Before these brass tokens came into use, a Made-Beaver was represented by a stick, porcupine quill, an ivory disc, a musket ball, or anything else agreed upon by trader and trapper. The trapper would be handed a number of units agreed upon—representing the value of his catch—and with these would make his purchases from the store. The tokens were designed by George Simpson Mctavish of Albany Fort in 1854.

== Eastern Arctic Tokens ==
Uniface aluminum tokens were introduced in the Eastern Arctic District in 1946. Circular tokens were available in five, ten, twenty-five, fifty, and one hundred cent denominations. A square token represented one "Arctic Fox", a standard unit of trade used by the Hudson's Bay Company in the arctic. The tokens fell out of use in the early 1960s.

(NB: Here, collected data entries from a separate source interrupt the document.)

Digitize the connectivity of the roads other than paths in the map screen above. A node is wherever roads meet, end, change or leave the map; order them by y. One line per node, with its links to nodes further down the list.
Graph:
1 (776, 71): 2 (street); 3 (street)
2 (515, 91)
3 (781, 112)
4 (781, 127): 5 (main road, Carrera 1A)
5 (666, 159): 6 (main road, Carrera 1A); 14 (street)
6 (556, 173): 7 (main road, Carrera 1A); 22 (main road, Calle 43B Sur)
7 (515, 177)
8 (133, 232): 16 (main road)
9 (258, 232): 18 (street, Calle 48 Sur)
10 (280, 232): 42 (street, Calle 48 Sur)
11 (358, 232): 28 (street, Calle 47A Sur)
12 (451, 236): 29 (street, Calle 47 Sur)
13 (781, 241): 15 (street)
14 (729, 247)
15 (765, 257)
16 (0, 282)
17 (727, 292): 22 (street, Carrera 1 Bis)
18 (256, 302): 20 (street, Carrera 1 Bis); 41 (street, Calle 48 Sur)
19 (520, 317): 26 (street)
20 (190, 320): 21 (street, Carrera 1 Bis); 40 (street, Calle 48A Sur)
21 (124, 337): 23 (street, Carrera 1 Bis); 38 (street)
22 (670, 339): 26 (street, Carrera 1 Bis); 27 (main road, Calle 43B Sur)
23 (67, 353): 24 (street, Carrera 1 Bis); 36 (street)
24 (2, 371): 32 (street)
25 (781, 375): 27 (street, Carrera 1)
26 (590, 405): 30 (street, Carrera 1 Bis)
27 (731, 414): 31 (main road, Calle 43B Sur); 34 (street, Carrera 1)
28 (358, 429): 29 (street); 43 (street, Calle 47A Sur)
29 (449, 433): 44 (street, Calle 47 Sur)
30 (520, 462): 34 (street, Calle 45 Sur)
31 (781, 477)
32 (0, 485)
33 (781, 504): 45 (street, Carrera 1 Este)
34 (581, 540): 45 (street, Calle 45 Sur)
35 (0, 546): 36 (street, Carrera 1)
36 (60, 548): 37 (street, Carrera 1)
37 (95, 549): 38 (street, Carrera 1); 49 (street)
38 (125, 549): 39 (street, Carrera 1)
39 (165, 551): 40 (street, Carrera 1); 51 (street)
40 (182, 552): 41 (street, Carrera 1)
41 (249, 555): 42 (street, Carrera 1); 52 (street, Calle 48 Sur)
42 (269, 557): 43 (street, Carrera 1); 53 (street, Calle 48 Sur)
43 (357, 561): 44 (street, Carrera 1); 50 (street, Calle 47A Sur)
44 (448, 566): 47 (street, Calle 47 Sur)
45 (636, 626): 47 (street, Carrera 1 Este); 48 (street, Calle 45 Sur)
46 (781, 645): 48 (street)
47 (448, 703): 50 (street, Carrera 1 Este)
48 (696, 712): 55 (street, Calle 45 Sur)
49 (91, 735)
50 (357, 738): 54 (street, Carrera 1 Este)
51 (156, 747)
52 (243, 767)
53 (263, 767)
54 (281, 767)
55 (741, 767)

== Yorkton Saskatchewan Tokens ==
These aluminum tokens were issued by the Hudson's Bay Company store manager in Yorkton Saskatchewan to pay local farmers for their produce. The tokens could then be used by the farmers for goods at the Yorkton store. These tokens were available in five, ten, twenty-five, fifty, and one dollar denominations. The tokens were in use during the early twentieth century.

== Parsons' Tokens ==
These triangular or rectangular tokens were cut from sheets of copper or lead and marked with "Parsons". They were issued and used at posts along the Hudson's Strait and Baffin Island from 1908-1918. They were issued by Ralph Parsons who was responsible for opening new trade posts in these areas.

== Labrador District Tokens ==
These tokens were introduced around 1919 to replace the earlier issued Parson's Tokens. They were first made of tin, with later versions struck on aluminum. They were issued in various denominations of "Made Beaver".

== St Lawrence - Labrador District Tokens ==
Following the amalgamation of the Labrador and St. Lawrence Districts in 1922, these circular aluminum tokens were issued in denominations of one, five, ten, and twenty "Made Beavers".